Stone Brothers Racing (SBR) was an Australian motor racing team that competed in the Supercars Championship between 1998 and 2012. The team was formed in 1998 when Ross and Jim Stone bought Alan Jones's shares in Alan Jones Racing and renamed it Stone Brothers Racing.

The team won the Bathurst 1000 in its debut year with Jason Bright and Steven Richards. It won the 2003 and 2004 championships with Marcos Ambrose and the 2005 championship with Russell Ingall. SBR won the Teams Championship (combined points of both cars) in 2003, 2004 and 2005, the 2004 V8 Supercars Series being a 1–2 finish.

The team was based in Yatala on the Gold Coast. Their nominated test track was initially Lakeside Raceway and later Queensland Raceway.

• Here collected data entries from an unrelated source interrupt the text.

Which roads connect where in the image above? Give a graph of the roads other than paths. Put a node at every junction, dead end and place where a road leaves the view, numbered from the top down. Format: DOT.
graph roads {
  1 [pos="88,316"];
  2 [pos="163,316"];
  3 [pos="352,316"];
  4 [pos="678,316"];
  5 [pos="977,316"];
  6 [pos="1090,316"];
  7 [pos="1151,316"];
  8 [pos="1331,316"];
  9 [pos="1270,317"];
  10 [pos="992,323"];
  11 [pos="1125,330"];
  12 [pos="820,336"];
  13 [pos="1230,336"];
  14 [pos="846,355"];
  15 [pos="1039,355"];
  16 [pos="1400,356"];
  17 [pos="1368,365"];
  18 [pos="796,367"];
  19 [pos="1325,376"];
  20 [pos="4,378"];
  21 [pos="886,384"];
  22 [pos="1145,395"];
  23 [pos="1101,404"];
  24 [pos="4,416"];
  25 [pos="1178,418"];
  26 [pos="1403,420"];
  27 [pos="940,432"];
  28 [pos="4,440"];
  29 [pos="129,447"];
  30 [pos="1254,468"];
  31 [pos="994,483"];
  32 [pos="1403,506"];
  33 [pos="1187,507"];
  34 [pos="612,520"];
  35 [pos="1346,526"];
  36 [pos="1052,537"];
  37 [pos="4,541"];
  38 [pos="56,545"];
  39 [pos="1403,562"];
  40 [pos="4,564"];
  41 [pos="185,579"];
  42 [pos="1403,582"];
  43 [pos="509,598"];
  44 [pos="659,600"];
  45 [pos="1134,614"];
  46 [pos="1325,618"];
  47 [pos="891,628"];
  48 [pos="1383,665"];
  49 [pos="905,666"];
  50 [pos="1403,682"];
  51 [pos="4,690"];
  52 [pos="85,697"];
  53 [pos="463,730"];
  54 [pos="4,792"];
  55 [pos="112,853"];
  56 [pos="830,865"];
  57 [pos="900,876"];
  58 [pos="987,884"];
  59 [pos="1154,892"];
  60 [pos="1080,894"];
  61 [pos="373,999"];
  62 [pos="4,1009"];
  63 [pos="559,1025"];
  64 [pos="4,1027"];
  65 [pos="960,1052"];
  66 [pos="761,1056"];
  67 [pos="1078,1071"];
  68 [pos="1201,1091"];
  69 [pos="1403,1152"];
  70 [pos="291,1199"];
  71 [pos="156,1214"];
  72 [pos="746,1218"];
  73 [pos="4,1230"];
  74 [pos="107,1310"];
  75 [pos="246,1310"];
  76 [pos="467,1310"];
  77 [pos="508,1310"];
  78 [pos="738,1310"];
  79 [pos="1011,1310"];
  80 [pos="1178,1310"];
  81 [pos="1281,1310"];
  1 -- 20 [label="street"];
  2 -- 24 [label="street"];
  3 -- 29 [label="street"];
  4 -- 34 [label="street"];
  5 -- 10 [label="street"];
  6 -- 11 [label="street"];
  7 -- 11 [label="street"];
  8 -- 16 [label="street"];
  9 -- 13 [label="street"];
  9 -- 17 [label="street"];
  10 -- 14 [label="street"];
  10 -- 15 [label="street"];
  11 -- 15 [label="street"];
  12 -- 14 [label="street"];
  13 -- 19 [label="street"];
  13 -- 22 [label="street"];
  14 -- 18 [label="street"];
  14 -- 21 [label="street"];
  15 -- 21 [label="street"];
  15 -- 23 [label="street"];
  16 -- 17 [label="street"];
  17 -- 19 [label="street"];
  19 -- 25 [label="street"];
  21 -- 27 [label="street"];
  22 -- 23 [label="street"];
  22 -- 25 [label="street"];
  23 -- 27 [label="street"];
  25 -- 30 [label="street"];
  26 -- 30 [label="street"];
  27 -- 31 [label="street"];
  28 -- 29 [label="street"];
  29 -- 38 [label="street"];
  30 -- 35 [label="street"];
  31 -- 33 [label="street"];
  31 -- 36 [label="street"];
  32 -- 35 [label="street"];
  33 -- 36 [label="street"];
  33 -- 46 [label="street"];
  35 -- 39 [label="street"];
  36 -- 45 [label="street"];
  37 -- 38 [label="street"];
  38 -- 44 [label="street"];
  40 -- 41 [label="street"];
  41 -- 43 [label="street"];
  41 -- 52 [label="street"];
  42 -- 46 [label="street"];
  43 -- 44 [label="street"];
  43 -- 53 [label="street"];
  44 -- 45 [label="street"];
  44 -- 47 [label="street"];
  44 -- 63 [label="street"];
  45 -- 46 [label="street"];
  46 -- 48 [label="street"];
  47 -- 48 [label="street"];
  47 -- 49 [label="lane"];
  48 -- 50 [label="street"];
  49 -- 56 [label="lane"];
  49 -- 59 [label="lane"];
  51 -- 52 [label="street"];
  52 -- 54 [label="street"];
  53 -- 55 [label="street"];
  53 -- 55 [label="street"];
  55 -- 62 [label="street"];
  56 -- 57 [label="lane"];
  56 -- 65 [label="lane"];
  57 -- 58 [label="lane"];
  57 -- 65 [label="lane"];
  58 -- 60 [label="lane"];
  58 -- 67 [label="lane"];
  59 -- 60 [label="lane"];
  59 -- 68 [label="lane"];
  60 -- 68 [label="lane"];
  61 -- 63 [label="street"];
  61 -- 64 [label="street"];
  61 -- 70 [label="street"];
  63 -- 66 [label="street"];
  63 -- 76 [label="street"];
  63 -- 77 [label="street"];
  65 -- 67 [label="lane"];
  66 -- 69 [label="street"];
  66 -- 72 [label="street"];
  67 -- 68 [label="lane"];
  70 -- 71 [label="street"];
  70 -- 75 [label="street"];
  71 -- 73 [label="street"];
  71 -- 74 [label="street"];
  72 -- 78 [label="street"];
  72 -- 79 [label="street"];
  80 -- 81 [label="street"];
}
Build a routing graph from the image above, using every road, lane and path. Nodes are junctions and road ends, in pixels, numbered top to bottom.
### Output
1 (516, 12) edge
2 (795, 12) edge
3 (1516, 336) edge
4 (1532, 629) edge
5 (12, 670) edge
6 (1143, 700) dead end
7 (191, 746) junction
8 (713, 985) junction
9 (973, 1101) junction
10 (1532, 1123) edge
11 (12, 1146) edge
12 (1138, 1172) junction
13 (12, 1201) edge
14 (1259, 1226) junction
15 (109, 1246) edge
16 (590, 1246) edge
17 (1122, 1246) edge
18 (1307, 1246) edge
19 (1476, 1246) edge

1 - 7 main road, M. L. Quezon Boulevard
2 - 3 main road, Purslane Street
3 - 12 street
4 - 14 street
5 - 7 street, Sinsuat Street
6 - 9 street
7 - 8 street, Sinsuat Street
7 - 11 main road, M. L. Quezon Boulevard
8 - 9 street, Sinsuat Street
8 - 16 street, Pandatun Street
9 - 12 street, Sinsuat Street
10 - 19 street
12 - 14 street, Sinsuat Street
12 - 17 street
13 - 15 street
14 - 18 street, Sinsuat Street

At the end of 2012, the team was sold to Erebus Motorsport.

==History==

Ross and Jim Stone, two New Zealand-born brothers, were the team manager and chief engineer of SBR respectively. Ross won the New Zealand Formula Ford Championship twice in the 1970s. In 1986 the Stones engineered a Holden VK Commodore for Graeme Crosby and in 1987 they engineered the Nissan Skyline DR30s of Team Nissan New Zealand for Kent Baigent and Graham Bowkett.

In 1988/89 Ross engineered Andrew Miedecke's Ford Sierra RS500, and in 1990/91 a Sierra for Kevin Waldock's Playscape Racing. During the same era, Jim worked for Tony Longhurst Racing.

Both were reunited at Dick Johnson Racing in 1992 running Sierras and later Falcons overseeing victory in 1994 at the Sandown 500 and Bathurst 1000 endurance races. They also masterminded John Bowe's 1995 series and Sandown 500 wins.

The Stone Brothers Racing team was originally formed as Alan Jones Racing in 1996, with Ross and Jim each holding a one-third ownership stake along with the team's lead driver, 1980 Formula One World Champion, Alan Jones. Racing initially under the Pack Leader Racing identity with Paul Romano as No. 2 driver, the team had several title sponsors in 1997 before the Stone brothers bought out Jones' stake at the end of the year.

Now a single car team under the name Stone Brothers Racing, the team signed 1997 Bathurst 1000 co-driver Jason Bright to drive a Pirtek sponsored Ford EL Falcon for the 1998 season. The team also ran a customer car for Larkham Motor Sport with Mark Larkham, essentially a full team-mate to Bright. Bright and Larkham had a mixed year, with the highlight being a win in the Bathurst 1000 with co-driver Steven Richards, which was almost a team 1–2 result as the team displayed excellent strategy and teamwork during the day, only a battery problem slowing the car of Larkham and Brad Jones who still managed to finish fourth. The team continued to show promise in 1999, with Bright scoring three poles, and three podiums including a win at the Hidden Valley Raceway round.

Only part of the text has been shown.